Complications from levamisole, including cutaneous vasculitis and agranulocytosis, were initially described in the 1970s [12, 13]. Later, cutaneous vasculitis was described with concomitant ANCA positivity in children undergoing treatment for nephrotic syndrome [14, 15, 16, 17]. Lesions were generally confined to the ears, cheeks, lower limbs, and associated with arthralgias. With increasing levamisole exposure amongst cocaine users, additional adverse effects have been reported, including bullae disorders, pulmonary hemorrhage, hyponatremia, and granulomatosis [6, 18]. Patients with levamisole-induced vasculitis typically have a history of long-standing cocaine use, and their manifestations are thought to be distinct from cocaine use alone. Cocaine-induced vasculitis usually presents with vasoconstrictive features, such as cerebral vasculitis, digital necrosis, and gangrene [3, 7]. Earlobe lesions are not typical, and ANCA tends to be negative except in cases of cocaine-induced midline destructive lesions (CIMDL) [2,19]. Levamisole itself can be measured in the urine, but is usually difficult to detect due to its short half-life of 5.6 hours [20].

How levamisole exposure results in features consistent with ANCA vasculitis is not entirely clear. Drug-induced vasculitis is typically associated with antibodies to MPO-ANCA or PR3-ANCA, but antibodies to other components of neutrophil granules, including human neutrophil elastase (HNE) and lactoferrin, have also been reported [2]. ANCA can induce neutrophil activation upon engagement of MPO-ANCA and PR3-ANCA [21] as well as HNE. In a study of cocaine users, HNE-ANCA was identified in up to 80% of cases [22]. HNE and PR3 are from the same chymotrypsin family of serine proteases, but induce formation of distinct antibodies. In one series, antibodies to HNE were found in 100% of patients with levamisole induced vasculitis [23]. HNE antibodies are rarely found in nondrug-related vasculitis and may be a marker for disease.

Despite a growing appreciation of cutaneous vasculitis, there has only been one case series, to our knowledge, describing renal manifestations attributed to levamisole [7]. This series reviewed 30 cases of ANCA positivity associated with cocaine ingestion. All had positive MPO antibodies, and 50% also had positive PR3 antibodies. Two patients developed severe acute kidney injury with concurrent UAs that were positive for blood and protein. A biopsy of one of the patients revealed pauci-immune focal necrotizing crescentic glomerulonephritis. Despite immunosuppressive treatment, both had residual chronic kidney disease (estimated glomerular filtration rate (GFR) < 30 mL/min per 1.73 m2) but did not require dialysis.

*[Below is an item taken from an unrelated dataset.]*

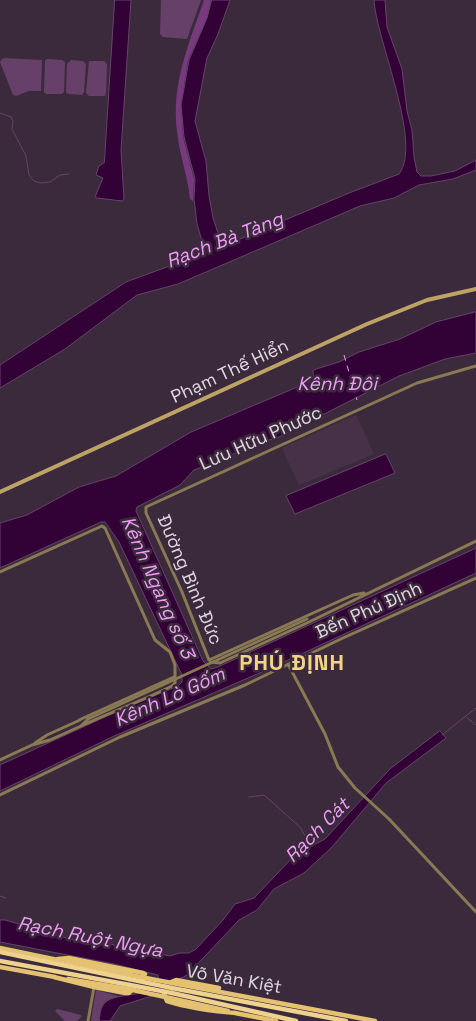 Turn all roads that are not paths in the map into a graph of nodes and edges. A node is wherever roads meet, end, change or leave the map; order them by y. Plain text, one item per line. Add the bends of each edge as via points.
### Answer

Although we do not have documented levamisole positivity in our subjects, both had previous presentations with cutaneous vasculitis and ANCA positivity that are highly suspicious for levamisole exposure. Of note, their dermatologic manifestations preceded their renal disease by at least 1 – 2 years. We speculate that pauci-immune complex glomerulonephritis represents a late but serious complication from years of levamisole exposure, and routine evaluation of renal function and urinalysis should be performed in these patients. In contrast to previously reported cases, our patients presented with much more aggressive diffuse crescentic glomerulonephritis. Levamisole-associated cutaneous necrosis has improved with plasmapheresis in some cases [24], but outcomes in renal failure are unknown. Despite treatment with plasmapheresis, high-dose steroids, and a cytotoxic agent, both our patients were dialysis-dependent.

Conclusion

Over the last decade, there has been a wider appreciation of levamisole-induced vasculitis. While dermatologic manifestations are well described, less is known about levamisole’s effect on the kidney. We report two diffuse crescentic glomerulonephritis, a rare but serious complication of long-term use of cocaine adulterated with levamisole. Therefore, a careful drug use history should be obtained in all patients with ANCA-positive glomerulonephritis. Treatment remains a challenge given the paucity of data and its presence in a population with poor socioeconomic support.

Conflict of interest

No conflicts of interest to disclose. No support or financial disclosures to acknowledge.